Free Republic
Browse · Search
GOP Club
Topics · Post Article

Skip to comments.

Ted Cruz: Hillary Clinton’s wrecking ball
The Politico ^ | March 24, 2015 | Gabriel Debenedetti and Glenn Thrush

Posted on 03/24/2015 12:56:20 PM PDT by 2ndDivisionVet

Cruz's announcement signals the start of a messy primary contest that will let Clinton appear to be the adult in the room.

Hillary Clinton’s embattled pre-campaign team breathed a sigh of relief Monday as a central player in their grand strategy to win the White House strode boldly onto the 2016 battlefield.

His name? Rafael Edward Cruz, the Republican junior senator from Texas.

Democrats from both inside and outside the Clinton camp have groused for months that the all-but-certain candidate was moving too slowly in formulating and projecting a rationale for running for the White House outside of her gender and the dreaded “it’s my time” argument. She was relying too much on a platform of inevitability, they said — the same platform that doomed her bid in 2008. But those closest to the former secretary of state have counseled patience, arguing that a core element of Clinton’s plan was to get out of the way and let the dueling wings of the Republican Party savage each other while she floats above it all.

Cruz, they say, is Hillary’s wrecking ball.

People close to Clinton smiled at the sight of the first-term senator wandering alone on stage at Liberty University, implicitly threatening a civil war with the “mushy” establishment of his party that he loves to decry — while at the exact same time Clinton sat comfortably alongside heavyweights from her own party’s progressive and labor elements, who have thus far entirely declined to challenge her.

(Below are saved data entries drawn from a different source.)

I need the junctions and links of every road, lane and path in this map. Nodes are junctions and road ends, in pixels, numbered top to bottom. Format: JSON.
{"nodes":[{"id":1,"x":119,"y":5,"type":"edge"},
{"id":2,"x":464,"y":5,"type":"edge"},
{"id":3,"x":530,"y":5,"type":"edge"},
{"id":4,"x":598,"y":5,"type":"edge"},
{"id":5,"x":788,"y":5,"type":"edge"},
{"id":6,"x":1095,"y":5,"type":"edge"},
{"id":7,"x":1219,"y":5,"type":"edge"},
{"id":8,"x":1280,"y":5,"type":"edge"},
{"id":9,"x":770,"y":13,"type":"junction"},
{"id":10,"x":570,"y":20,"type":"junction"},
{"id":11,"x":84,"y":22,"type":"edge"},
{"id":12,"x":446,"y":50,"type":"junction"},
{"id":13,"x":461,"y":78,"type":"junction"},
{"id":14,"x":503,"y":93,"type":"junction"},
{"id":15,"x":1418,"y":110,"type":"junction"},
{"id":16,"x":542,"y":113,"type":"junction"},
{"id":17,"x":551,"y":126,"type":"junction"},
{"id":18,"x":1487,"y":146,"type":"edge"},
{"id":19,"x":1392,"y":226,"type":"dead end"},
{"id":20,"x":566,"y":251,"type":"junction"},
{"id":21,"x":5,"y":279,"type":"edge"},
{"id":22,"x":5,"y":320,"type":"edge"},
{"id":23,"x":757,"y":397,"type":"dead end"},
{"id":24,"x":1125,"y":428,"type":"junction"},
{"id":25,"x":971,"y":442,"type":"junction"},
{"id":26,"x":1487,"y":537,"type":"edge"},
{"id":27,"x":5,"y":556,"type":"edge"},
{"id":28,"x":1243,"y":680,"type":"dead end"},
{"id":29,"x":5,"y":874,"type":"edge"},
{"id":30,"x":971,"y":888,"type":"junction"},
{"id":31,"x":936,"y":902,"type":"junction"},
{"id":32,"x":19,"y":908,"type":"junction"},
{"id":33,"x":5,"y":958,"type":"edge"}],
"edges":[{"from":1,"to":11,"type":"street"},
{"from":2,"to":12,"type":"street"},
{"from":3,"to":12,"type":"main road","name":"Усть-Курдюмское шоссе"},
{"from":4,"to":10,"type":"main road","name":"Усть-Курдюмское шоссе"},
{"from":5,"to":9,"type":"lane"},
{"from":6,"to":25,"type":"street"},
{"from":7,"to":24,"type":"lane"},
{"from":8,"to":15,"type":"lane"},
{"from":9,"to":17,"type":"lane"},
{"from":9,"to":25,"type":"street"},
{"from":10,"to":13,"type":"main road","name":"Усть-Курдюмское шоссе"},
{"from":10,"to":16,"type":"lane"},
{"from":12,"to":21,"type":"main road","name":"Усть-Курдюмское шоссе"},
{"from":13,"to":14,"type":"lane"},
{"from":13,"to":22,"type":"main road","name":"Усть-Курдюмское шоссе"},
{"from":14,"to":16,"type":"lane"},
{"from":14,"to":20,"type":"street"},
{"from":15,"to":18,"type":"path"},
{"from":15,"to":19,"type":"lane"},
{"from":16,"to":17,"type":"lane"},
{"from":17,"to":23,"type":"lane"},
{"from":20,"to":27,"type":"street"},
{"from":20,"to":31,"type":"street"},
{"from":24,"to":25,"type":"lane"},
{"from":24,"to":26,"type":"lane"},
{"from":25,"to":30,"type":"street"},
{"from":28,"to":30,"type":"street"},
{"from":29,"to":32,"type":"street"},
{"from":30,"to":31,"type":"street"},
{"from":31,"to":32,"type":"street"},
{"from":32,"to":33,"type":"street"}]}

“Imagine repealing every word of Common Core,” Cruz implored his audience while announcing his presidential campaign in Lynchburg, Va., in the morning, implicitly previewing a fight over education policy that he intends to pick with Republican establishment favorite Jeb Bush, the former Florida governor. It was just one line of many Cruz has delivered since joining the Senate in 2013 that highlights his appetite for combat even within his own party — an appetite that flared up famously when he helped spearhead the government shutdown in October of that year.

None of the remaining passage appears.